● Directions for this task:
Out of the data below, copy every line with the string "ЧКАЛАВА".

** Material for this task follows **

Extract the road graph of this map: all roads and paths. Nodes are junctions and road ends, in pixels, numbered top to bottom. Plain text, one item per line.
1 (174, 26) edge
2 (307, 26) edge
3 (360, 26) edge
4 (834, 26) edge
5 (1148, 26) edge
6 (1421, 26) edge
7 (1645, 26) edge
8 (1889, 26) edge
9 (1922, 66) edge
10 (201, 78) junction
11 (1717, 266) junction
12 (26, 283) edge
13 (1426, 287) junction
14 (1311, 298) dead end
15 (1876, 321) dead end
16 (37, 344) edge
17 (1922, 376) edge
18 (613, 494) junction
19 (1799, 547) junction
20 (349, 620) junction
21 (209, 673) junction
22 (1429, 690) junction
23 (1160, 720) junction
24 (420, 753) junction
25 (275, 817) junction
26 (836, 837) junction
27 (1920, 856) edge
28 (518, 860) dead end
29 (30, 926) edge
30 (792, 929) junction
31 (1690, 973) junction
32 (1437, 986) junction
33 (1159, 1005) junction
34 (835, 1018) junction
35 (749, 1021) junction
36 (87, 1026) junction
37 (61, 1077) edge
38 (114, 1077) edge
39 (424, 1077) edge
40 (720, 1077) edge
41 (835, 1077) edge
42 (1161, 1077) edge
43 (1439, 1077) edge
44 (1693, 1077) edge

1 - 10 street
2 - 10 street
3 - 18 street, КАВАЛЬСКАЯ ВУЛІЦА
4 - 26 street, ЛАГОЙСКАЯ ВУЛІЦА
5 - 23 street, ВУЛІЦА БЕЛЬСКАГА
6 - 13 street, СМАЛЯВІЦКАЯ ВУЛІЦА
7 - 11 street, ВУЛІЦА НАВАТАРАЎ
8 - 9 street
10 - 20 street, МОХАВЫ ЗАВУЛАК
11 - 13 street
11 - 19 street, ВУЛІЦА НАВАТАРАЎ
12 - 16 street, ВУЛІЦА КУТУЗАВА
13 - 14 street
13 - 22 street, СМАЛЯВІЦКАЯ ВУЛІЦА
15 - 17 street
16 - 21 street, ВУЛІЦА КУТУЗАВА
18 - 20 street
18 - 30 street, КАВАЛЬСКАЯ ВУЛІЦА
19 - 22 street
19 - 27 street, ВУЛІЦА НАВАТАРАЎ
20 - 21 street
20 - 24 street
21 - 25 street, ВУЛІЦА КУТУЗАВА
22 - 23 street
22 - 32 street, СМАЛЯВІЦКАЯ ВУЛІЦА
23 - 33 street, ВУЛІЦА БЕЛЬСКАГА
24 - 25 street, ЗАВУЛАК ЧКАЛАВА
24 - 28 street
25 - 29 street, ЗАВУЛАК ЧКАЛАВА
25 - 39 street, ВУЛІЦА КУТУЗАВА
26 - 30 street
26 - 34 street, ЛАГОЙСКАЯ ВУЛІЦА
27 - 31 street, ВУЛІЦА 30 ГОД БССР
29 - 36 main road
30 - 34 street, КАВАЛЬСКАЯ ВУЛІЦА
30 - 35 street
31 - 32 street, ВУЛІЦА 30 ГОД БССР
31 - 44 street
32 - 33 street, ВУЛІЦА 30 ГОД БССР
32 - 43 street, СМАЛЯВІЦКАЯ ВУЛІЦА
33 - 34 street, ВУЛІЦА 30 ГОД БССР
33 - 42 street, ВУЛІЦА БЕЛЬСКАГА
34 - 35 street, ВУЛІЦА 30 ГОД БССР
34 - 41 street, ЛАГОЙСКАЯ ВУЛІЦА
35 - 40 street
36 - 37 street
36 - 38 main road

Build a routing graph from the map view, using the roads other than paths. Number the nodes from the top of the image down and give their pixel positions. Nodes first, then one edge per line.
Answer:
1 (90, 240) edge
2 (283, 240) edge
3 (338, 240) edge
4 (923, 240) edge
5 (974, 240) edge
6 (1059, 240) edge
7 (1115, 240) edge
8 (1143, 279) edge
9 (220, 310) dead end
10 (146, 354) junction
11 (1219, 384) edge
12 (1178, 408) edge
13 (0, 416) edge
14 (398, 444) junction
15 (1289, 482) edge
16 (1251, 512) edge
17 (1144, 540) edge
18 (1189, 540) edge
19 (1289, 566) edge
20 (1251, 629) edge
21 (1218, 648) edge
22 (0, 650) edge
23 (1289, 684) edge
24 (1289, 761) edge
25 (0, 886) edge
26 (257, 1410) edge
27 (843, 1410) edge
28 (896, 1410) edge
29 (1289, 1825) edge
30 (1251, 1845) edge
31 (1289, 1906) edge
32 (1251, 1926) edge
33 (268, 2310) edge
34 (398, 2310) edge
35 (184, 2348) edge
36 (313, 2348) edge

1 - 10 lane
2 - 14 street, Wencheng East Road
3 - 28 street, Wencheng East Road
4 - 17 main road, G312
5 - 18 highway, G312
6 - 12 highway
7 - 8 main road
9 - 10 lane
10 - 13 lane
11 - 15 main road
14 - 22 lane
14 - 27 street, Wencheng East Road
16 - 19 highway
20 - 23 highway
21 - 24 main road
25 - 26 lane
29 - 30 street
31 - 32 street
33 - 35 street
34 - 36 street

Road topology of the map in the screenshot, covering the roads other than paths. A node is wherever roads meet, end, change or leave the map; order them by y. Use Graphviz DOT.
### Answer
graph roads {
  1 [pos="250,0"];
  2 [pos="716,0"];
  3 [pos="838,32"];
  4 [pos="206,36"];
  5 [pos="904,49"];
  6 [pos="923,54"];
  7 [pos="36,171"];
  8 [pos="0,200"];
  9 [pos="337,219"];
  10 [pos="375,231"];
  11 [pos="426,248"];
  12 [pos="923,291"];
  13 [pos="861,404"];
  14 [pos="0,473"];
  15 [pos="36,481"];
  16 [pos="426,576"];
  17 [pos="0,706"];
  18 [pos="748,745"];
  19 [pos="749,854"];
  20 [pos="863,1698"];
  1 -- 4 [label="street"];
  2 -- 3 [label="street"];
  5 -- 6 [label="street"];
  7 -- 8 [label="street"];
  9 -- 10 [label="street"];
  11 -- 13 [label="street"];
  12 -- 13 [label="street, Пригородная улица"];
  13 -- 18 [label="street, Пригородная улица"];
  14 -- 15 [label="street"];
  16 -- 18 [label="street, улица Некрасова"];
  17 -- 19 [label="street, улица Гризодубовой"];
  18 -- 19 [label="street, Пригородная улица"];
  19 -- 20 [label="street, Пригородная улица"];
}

** End of Material for this task **

● Written reply:
24 - 25 street, ЗАВУЛАК ЧКАЛАВА
25 - 29 street, ЗАВУЛАК ЧКАЛАВА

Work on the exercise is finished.